4.  Obama & Obama: Enemies Foreign & Domestic.

5.  Liberty.

6.  Read the damn Bills!

7.  Working Poor.

8.  Obama Lied, the Economy Died.

9.  A pitchfork flagstaff with a Gadsten flag.

10.  Gadsten Flag.

11.  They already Tread on Me! (Gadsten snake biting the head of a politician.)

12.  Working:  Is it Worth It?

13. Tax Slave of the US Government.

14.  George Washington would already be shooting the bastards!

  Yeah, I'm mad and it's clouding my judgement.  That's why I'm starting early so I can cool off and get the best idea.  Anyone have a suggestion?  I'd like it to bite enough to make someone grasp their weapon, but not actually pull it and shoot me.
  If I had a giant puppet...I'd hammer all morning.

Redheaded Reading

  The Redhead is expanding her consciousness yet again.  She decided to read a little Heinlein.  We scored a copy of "The Moon is a Harsh Mistress" and "Starship Troopers"  I hadn't read them since I was a teenager so I burned through both of them yesterday.  I'm impressed with how revolutionary Heinlein is.  The Redhead is impressed.  The cat is impressed.  Very impressive.

  Reminds me of contemporary revolts.  Wonder how many Tea Party folks have read a little Heinlein?

  Ayn Rand, Heinlein.  What's next...Philip Jose Farmer?

Daily Deercam

 Mom and the boys last month.

  The boys and mom across the creek.  Big bucks are dropping their antlers right now and are probably still in a bachelor pack.  They don't seem to be in my territory so I won't find any sheds though I am looking.
  These little bucks will grow four and six point antlers and be as dumb as dogs this next fall.  Moms will run them off and they will pal around getting into trouble without a territory to defend or knowing what's going on.
  They look healthy.  Mom is doing a good job.

  I have a beaver dam I need to monitor.  I'm cutting their dam and they are repairing it every night.  Trying to decide whether to move one of my cams or use as an excuse to buy a new one.

Update:  Added a 4.0 megapixel Moultrie that uses D-Cells.  Going to be my move-around cam.
  Starting off as Beavercam!  With wet, hairy, wild beavers!  Dam!

Sunday, March 8, 2009

Old, Useless, cheap pistols

  B17 bailout exits

  While everyone is showing THEIRS off I might as well show mine.  The top is the .380 and the bottom the .32.  Nearly useless.  100 year old hunks of metal.  I think they had to gnaw them out of used horseshoes with their teeth.
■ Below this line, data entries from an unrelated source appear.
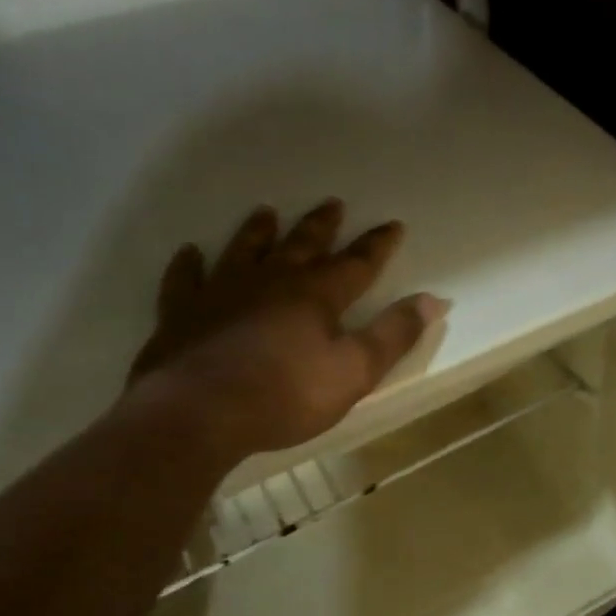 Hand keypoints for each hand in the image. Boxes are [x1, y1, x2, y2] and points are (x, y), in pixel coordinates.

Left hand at [127, 199, 447, 463]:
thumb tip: (432, 300)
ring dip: (258, 232)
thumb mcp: (356, 371)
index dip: (377, 245)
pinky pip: (185, 280)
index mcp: (316, 295)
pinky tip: (190, 253)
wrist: (199, 413)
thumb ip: (394, 335)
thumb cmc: (286, 394)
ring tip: (266, 212)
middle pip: (301, 245)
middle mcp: (270, 281)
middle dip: (321, 226)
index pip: (356, 263)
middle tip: (332, 203)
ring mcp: (221, 293)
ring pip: (244, 251)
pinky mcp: (182, 314)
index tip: (393, 224)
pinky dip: (189, 265)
  The one to the side is really useless.  It's a cheap wartime production gun, not even a Colt.  Made by Ithaca.  They were so bad they didn't get to make many.  This one was obviously just for show so they gave it to a kid in the Eight Air Force who wasn't smart enough to be a pilot or a navigator or bombadier.  They just let him shoot the guns on the very lowest part of a B17, down in the ball turrent.  Hell, in 30+ missions he never even shot this pistol once.  Even when they got shot down over France and collected up by drunk Frenchmen he didn't get to shoot it, though they were surrounded by German soldiers.  It was such an awful gun that the French didn't even take it from him and he still had it when the American advance liberated the village he was hiding in.  Still had the bullets they gave him for it in England, some old coppery looking St Louis Arsenal 1943 slugs when he gave it to me 60 years later.  Hardly a combat war pistol at all.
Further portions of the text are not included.